I've started work on yet another entry for chessvariants.com. This time I'm doing a little write-up for 4th Dimension, a game that originated in England but was released in the states by my old friend TSR. I'm also continuing my work on a new entry for the star trek millenium archive.

I'm thinking about adding James Bond 007 to my collection of vintage games. Between the supplements and the modules the line is a little bigger than I normally like to tackle, but the subject matter is near and dear. My usual sources recommend skipping a few of the products: Goldfinger II, A View To A Kill, and On Her Majesty's Secret Service.
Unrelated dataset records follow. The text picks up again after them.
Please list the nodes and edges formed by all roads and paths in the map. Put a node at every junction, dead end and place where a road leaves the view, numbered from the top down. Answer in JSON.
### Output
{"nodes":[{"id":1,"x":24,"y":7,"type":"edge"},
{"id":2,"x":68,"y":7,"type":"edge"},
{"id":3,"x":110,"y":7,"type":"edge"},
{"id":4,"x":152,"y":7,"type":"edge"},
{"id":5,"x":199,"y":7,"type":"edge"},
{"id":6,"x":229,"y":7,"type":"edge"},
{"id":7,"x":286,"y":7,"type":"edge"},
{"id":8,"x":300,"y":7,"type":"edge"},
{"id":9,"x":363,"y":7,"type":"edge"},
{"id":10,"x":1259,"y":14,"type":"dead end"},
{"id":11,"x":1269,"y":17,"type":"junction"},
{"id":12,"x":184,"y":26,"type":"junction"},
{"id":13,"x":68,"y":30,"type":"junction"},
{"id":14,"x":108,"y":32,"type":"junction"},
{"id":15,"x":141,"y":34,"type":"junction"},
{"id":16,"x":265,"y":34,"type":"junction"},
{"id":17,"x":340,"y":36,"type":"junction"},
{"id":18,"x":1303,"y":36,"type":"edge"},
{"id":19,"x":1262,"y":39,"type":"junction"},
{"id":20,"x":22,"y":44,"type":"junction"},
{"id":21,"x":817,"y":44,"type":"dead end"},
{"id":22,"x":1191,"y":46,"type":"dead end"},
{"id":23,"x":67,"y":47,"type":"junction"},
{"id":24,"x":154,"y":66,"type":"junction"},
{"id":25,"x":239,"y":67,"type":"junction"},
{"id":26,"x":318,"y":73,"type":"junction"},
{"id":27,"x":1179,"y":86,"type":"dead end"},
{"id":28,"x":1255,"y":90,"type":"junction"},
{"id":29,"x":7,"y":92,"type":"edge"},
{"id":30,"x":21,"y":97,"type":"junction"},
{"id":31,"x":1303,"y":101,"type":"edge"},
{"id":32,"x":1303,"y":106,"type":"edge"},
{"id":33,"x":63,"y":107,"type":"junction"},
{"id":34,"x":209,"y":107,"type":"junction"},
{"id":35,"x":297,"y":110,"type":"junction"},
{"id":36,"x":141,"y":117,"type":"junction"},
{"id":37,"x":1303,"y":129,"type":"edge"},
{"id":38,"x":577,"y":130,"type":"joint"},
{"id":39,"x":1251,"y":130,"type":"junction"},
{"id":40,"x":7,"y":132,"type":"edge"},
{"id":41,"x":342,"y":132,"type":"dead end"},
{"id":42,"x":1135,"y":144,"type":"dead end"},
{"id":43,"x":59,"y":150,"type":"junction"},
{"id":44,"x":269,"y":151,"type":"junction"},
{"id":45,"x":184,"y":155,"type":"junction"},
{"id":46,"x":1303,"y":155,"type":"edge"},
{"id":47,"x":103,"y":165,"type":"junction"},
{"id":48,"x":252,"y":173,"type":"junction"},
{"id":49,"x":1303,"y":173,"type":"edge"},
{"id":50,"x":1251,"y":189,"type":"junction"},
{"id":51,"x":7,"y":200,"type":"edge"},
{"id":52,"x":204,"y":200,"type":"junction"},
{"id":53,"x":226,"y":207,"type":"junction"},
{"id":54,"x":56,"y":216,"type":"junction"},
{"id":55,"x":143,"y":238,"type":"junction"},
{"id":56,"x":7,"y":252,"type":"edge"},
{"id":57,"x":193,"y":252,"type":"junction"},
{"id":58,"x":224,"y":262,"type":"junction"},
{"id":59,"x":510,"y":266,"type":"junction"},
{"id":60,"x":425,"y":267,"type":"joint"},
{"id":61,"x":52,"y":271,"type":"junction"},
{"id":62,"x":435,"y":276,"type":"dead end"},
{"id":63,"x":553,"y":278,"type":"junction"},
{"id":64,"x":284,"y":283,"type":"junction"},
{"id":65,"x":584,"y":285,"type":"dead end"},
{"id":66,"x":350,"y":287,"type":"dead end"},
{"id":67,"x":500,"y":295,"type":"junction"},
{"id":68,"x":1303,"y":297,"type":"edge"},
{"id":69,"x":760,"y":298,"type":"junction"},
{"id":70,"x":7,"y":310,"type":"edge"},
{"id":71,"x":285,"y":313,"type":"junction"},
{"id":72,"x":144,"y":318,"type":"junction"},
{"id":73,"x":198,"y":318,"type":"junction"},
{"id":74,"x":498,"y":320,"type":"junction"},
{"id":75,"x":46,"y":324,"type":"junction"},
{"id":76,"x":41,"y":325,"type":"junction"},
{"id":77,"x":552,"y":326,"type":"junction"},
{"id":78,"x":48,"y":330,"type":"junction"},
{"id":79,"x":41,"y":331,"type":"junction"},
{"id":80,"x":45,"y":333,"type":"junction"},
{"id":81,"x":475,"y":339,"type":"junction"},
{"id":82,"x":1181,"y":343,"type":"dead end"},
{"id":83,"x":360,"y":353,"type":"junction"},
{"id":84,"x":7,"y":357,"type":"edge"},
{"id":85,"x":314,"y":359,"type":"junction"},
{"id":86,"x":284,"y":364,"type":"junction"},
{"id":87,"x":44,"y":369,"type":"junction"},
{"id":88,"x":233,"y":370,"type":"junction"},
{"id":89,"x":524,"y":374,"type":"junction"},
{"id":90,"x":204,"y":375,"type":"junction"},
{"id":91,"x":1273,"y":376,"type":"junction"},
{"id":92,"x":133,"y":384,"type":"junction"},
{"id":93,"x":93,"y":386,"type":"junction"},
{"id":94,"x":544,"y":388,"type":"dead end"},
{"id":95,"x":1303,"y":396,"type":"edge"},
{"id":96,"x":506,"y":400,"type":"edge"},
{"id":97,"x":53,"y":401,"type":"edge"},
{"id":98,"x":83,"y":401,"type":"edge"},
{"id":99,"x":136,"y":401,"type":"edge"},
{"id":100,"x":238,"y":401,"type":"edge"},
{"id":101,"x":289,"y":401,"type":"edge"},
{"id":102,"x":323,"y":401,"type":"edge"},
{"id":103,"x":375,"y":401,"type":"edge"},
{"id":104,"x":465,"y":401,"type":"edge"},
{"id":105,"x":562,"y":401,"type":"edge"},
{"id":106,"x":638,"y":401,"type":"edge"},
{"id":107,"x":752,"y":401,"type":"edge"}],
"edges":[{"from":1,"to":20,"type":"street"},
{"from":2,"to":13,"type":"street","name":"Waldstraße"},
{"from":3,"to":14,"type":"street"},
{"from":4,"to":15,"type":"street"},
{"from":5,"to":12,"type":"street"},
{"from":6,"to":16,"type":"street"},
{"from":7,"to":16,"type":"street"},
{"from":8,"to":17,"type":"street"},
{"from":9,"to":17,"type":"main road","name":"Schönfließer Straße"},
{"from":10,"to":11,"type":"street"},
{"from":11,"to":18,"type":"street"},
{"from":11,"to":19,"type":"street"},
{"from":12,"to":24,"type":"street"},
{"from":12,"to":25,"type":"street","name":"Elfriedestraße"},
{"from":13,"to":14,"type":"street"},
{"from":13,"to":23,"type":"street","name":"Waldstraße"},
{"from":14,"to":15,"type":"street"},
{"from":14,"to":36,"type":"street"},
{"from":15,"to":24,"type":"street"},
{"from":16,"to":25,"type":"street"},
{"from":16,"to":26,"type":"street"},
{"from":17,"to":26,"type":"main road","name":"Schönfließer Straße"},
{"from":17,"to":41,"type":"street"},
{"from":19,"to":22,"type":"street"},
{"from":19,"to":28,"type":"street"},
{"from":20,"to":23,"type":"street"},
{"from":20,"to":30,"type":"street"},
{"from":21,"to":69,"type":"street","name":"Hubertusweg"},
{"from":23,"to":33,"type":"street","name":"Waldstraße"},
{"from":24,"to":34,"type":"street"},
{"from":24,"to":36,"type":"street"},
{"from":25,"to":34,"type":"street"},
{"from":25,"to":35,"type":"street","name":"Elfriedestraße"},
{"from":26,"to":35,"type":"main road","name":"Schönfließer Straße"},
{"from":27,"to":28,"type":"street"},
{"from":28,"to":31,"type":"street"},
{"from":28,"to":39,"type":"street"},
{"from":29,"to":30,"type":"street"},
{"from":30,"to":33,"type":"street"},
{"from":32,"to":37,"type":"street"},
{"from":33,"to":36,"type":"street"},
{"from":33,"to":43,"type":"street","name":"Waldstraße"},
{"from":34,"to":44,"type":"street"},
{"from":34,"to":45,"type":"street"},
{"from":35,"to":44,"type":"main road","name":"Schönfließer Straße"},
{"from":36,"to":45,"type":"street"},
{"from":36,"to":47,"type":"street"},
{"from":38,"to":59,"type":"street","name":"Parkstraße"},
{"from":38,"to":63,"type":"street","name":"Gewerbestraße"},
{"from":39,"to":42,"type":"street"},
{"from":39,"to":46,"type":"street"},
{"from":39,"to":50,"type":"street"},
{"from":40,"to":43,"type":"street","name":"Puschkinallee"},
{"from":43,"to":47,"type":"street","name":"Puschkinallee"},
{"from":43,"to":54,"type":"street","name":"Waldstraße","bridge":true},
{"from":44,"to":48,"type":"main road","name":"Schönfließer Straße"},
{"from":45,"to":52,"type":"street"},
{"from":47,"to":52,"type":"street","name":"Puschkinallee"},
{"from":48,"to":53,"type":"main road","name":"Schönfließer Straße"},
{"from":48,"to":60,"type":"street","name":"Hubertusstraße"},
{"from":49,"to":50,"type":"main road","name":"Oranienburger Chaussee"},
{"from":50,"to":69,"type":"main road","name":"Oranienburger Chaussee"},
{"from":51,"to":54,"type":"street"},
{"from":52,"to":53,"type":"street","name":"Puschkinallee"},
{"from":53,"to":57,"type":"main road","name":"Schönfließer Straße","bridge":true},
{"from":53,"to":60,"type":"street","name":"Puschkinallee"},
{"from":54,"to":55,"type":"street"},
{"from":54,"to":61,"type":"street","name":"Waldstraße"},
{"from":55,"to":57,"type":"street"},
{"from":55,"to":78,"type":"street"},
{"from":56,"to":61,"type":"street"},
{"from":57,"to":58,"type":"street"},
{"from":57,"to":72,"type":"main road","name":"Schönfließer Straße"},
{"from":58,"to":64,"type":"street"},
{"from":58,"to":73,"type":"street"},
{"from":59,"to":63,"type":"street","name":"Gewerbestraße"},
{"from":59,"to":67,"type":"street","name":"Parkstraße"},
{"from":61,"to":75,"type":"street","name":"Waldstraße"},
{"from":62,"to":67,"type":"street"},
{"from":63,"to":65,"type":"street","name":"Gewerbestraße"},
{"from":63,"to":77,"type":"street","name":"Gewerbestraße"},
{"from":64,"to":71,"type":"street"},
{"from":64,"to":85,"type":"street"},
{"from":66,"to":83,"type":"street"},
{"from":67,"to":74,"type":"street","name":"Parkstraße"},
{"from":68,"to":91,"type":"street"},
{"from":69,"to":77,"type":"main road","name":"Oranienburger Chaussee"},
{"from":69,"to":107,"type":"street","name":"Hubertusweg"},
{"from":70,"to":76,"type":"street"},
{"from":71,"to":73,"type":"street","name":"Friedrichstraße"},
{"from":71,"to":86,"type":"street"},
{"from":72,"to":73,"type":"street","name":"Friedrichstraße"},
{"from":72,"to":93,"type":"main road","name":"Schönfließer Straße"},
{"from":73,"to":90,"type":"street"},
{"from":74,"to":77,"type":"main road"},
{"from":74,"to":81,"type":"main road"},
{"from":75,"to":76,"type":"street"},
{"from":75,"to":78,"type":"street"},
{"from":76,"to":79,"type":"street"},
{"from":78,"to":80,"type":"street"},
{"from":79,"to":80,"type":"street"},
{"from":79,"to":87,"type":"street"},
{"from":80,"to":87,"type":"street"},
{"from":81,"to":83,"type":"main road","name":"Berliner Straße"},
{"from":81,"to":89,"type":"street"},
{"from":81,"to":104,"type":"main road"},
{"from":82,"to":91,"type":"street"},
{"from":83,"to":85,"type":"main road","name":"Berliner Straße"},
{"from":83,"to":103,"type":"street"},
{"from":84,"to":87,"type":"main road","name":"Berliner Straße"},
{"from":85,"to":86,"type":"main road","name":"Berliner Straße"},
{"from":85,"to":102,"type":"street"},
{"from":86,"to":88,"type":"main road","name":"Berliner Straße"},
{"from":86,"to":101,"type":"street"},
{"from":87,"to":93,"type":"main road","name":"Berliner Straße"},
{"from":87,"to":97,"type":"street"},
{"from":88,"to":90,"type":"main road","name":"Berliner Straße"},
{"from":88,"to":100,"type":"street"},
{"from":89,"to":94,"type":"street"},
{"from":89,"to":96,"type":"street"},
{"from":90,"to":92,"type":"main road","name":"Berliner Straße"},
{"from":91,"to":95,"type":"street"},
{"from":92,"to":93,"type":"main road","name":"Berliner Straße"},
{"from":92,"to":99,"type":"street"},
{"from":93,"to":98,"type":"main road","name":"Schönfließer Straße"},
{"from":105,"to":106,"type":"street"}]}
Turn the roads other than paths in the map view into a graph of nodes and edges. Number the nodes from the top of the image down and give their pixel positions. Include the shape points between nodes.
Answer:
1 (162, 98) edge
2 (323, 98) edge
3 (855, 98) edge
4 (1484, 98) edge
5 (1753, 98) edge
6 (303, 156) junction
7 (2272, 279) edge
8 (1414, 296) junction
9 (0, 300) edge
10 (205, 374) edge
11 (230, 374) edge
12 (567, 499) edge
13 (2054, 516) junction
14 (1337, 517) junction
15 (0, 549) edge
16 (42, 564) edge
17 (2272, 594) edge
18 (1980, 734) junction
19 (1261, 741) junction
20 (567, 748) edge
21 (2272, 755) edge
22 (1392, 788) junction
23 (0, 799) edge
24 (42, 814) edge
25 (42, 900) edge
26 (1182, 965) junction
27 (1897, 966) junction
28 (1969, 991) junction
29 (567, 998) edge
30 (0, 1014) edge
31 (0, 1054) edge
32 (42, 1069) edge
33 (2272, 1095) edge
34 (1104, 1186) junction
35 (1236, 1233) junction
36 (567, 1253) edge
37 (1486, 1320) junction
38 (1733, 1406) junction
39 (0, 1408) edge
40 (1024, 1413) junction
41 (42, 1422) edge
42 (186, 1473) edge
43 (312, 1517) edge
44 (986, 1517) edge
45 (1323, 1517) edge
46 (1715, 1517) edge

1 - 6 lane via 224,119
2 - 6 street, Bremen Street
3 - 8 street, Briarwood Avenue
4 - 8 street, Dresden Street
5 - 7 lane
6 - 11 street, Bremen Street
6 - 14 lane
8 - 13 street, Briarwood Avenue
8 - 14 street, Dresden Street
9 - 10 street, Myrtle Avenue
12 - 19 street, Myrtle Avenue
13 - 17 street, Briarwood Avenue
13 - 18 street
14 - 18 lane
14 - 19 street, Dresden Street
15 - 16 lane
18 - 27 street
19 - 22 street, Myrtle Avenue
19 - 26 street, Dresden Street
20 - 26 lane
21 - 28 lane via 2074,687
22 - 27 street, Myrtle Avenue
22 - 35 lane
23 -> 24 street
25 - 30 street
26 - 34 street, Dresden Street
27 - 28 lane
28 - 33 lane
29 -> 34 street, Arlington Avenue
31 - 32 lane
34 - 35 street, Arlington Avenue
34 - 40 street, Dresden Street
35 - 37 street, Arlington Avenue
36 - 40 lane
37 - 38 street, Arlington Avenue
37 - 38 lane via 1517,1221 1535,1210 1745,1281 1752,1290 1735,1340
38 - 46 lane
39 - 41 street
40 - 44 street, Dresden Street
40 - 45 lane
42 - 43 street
Also, there's little point in getting the original boxed set; the rulebook is the only key item it contains. Eliminating those four items leaves me with the following list:

James Bond 007 rulebook
Q Manual
Gamemaster Pack
For Your Information
Thrilling Locations
Dr. No
You Only Live Twice
You Only Live Twice II: Back of Beyond
The Man With The Golden Gun
Live And Let Die (considered to be the best of the adventures)

There's also the Assault Game, which replays an assault on the bad guy's fortress as a wargame.

Posted by jrients at 9:49 PM CDT

I'm putting together a working list of "castmembers" for my Jack the Ripper scenario. PCs and NPCs will be drawn from this list. From this list I can see at least 6 factions that might be involved in the situation:

the Street People
the Literati
the Vigilance Committee
the Authorities
the Russian Agents
the Occultists

Some figures would overlap, creating interesting dynamics. Francis Thompson was both a poet and a bum, for example. In my plot the Russians might be on the tale of Nicholas Vassily, who may have committed Ripper-like crimes in Paris. In my version of events he also stirred up trouble in a city of the Russian Empire.